**Provided records:**
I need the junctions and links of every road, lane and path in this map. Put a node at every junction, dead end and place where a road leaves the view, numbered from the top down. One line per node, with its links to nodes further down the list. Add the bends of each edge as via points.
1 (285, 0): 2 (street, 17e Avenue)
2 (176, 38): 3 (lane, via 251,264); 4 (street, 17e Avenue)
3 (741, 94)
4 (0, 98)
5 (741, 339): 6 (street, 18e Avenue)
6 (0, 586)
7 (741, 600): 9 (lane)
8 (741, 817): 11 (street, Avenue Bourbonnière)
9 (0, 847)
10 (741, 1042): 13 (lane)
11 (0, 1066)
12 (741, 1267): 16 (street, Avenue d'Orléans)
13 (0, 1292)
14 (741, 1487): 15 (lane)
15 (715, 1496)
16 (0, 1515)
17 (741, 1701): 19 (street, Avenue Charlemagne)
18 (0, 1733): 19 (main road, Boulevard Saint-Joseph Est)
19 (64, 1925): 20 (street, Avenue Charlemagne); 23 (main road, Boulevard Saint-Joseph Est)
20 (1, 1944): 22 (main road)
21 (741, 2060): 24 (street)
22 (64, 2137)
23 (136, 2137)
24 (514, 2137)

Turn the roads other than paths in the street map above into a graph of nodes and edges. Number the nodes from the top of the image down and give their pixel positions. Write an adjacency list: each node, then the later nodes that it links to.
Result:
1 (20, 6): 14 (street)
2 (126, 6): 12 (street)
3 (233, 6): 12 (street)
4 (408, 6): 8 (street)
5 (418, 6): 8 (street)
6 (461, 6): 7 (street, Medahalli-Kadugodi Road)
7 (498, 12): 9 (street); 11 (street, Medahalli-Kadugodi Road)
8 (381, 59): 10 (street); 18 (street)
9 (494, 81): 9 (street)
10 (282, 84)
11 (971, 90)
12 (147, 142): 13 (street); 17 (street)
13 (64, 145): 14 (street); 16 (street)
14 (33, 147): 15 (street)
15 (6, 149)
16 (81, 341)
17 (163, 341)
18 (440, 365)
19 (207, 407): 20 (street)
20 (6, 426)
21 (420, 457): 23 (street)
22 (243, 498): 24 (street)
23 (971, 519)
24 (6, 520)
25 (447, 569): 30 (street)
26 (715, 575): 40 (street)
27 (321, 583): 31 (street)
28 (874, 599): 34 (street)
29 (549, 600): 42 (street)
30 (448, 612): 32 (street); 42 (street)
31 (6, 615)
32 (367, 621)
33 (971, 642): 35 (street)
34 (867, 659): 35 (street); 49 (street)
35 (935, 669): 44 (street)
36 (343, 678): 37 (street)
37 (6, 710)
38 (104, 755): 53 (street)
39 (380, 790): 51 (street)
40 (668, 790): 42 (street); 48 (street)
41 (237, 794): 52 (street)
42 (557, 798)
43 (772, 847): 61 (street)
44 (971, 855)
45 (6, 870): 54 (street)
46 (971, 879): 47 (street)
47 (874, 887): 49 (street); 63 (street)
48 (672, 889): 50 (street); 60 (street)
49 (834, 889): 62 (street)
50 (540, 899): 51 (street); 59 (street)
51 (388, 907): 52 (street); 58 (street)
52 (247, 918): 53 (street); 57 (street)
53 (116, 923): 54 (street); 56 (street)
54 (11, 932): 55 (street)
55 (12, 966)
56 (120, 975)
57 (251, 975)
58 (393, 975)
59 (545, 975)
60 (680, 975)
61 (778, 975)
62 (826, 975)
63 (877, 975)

**Requirement:** Repeat all of the data shown above, exactly as it appears.

**Solution:**
I need the junctions and links of every road, lane and path in this map. Put a node at every junction, dead end and place where a road leaves the view, numbered from the top down. One line per node, with its links to nodes further down the list. Add the bends of each edge as via points.
1 (285, 0): 2 (street, 17e Avenue)
2 (176, 38): 3 (lane, via 251,264); 4 (street, 17e Avenue)
3 (741, 94)
4 (0, 98)
5 (741, 339): 6 (street, 18e Avenue)
6 (0, 586)
7 (741, 600): 9 (lane)
8 (741, 817): 11 (street, Avenue Bourbonnière)
9 (0, 847)
10 (741, 1042): 13 (lane)
11 (0, 1066)
12 (741, 1267): 16 (street, Avenue d'Orléans)
13 (0, 1292)
14 (741, 1487): 15 (lane)
15 (715, 1496)
16 (0, 1515)
17 (741, 1701): 19 (street, Avenue Charlemagne)
18 (0, 1733): 19 (main road, Boulevard Saint-Joseph Est)
19 (64, 1925): 20 (street, Avenue Charlemagne); 23 (main road, Boulevard Saint-Joseph Est)
20 (1, 1944): 22 (main road)
21 (741, 2060): 24 (street)
22 (64, 2137)
23 (136, 2137)
24 (514, 2137)

Turn the roads other than paths in the street map above into a graph of nodes and edges. Number the nodes from the top of the image down and give their pixel positions. Write an adjacency list: each node, then the later nodes that it links to.
Result:
1 (20, 6): 14 (street)
2 (126, 6): 12 (street)
3 (233, 6): 12 (street)
4 (408, 6): 8 (street)
5 (418, 6): 8 (street)
6 (461, 6): 7 (street, Medahalli-Kadugodi Road)
7 (498, 12): 9 (street); 11 (street, Medahalli-Kadugodi Road)
8 (381, 59): 10 (street); 18 (street)
9 (494, 81): 9 (street)
10 (282, 84)
11 (971, 90)
12 (147, 142): 13 (street); 17 (street)
13 (64, 145): 14 (street); 16 (street)
14 (33, 147): 15 (street)
15 (6, 149)
16 (81, 341)
17 (163, 341)
18 (440, 365)
19 (207, 407): 20 (street)
20 (6, 426)
21 (420, 457): 23 (street)
22 (243, 498): 24 (street)
23 (971, 519)
24 (6, 520)
25 (447, 569): 30 (street)
26 (715, 575): 40 (street)
27 (321, 583): 31 (street)
28 (874, 599): 34 (street)
29 (549, 600): 42 (street)
30 (448, 612): 32 (street); 42 (street)
31 (6, 615)
32 (367, 621)
33 (971, 642): 35 (street)
34 (867, 659): 35 (street); 49 (street)
35 (935, 669): 44 (street)
36 (343, 678): 37 (street)
37 (6, 710)
38 (104, 755): 53 (street)
39 (380, 790): 51 (street)
40 (668, 790): 42 (street); 48 (street)
41 (237, 794): 52 (street)
42 (557, 798)
43 (772, 847): 61 (street)
44 (971, 855)
45 (6, 870): 54 (street)
46 (971, 879): 47 (street)
47 (874, 887): 49 (street); 63 (street)
48 (672, 889): 50 (street); 60 (street)
49 (834, 889): 62 (street)
50 (540, 899): 51 (street); 59 (street)
51 (388, 907): 52 (street); 58 (street)
52 (247, 918): 53 (street); 57 (street)
53 (116, 923): 54 (street); 56 (street)
54 (11, 932): 55 (street)
55 (12, 966)
56 (120, 975)
57 (251, 975)
58 (393, 975)
59 (545, 975)
60 (680, 975)
61 (778, 975)
62 (826, 975)
63 (877, 975)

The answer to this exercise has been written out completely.